Making Big Data Deeper
Investment advisor Irene Adridge writes that, “Big Data is the new Big Bang.” Certainly, Big Data is the top news story in the marketing world these days, and deservedly so. Big Data is creating opportunities for increased efficiency and insight for its devotees.
These opportunities, however, have their limits. While Big Data has created a remarkable new space for market researchers to explore, another form of research remains relatively undeveloped and underutilized. Big Data is an excellent tool for descriptive research, answering the questions of who consumers are, and what, where, when and how consumers behave as they do. It is an insufficient tool, however, for explanative research that answers the questions of why consumers do what they do and how they can be moved to change their behavior.
No matter how immense our collections of statistics about consumer behavior may become, Big Data won’t be able to guide us in the creation of compelling consumer experiences unless we have a rich qualitative understanding of the cultural and psychological contexts in which its statistics operate.
“90% of the data in the world today has been created in the last two years alone,” says IBM. This explosion in the scale of information has been enabled by technological innovation. The tools required to deal with this surge in data are being developed at an amazing pace.
It cannot be said, however, that 90% of the meaning in the world today has been created in the last two years alone. For one thing, we can’t quantify how much meaning is related with an object or experience. One thing may be said to have more meaning than another, but such a judgment is qualitative and subjective. What’s deeply meaningful for one person in one context may have practically no meaning elsewhere.
Another difference between data and meaning is that meaning isn’t created so much as it is discovered and cultivated. Meaning isn’t something external to us. It’s a consequence of the way our minds interpret the world. For this reason, while we can develop ever more sophisticated computers and software to store and analyze more data, there’s little we can do with technology to enhance the depth of meaning we experience.
Practically all of the meaning that’s available for us to work with has been available for quite some time. However, even as we dedicate vast resources to establish vast new territories of data, we haven’t even begun to explore much of the territory of meaning that’s available to us.

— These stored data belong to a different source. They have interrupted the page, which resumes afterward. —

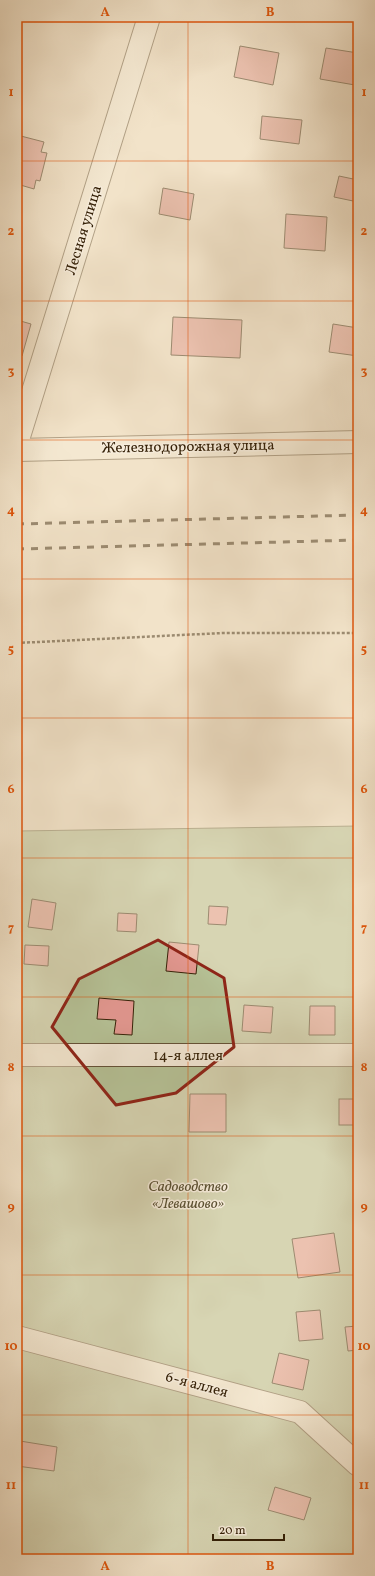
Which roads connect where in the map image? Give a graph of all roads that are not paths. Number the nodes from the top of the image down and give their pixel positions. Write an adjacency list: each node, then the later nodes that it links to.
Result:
1 (149, 17): 3 (street, Лесная улица)
2 (358, 442): 4 (street, Железнодорожная улица)
3 (17, 443)
4 (17, 450)
5 (17, 1055): 6 (street, 14-я аллея)
6 (358, 1055)
7 (17, 1337): 8 (street, 6-я аллея)
8 (358, 1465)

If this is true in our culture in general, it’s especially the case in the realm of marketing.
The reason for this is cultural as much as it is rational. Corporations are culturally prepared to engage in systematic quantitative projects to create and use Big Data because the conceptions of value upon which they are founded are themselves systematic and quantitative. Corporations are static machines of function which excel at the achievement of objective goals. Corporations aren’t so effective, however, at grasping the larger cultural context within which opportunities for change are to be found. They’re too invested in their current embodiments of purpose to perceive, much less accept, alternative routes of enterprise.
This limitation of the corporate perspective explains why, with all the human and material resources at their disposal, corporations continue to rely on outside consultants and agencies. While independent quantitative market researchers find themselves increasingly unable to compete with corporations’ in-house capabilities, external qualitative researchers and creative agencies continue to remain essential to their corporate process, no matter how big Big Data gets.
While technologies of data manipulation are providing unprecedented resolution in models of consumer behavior, the motivational dimensions within which this data grows will always need qualitative definition. As data gets bigger, our insight must also become deeper.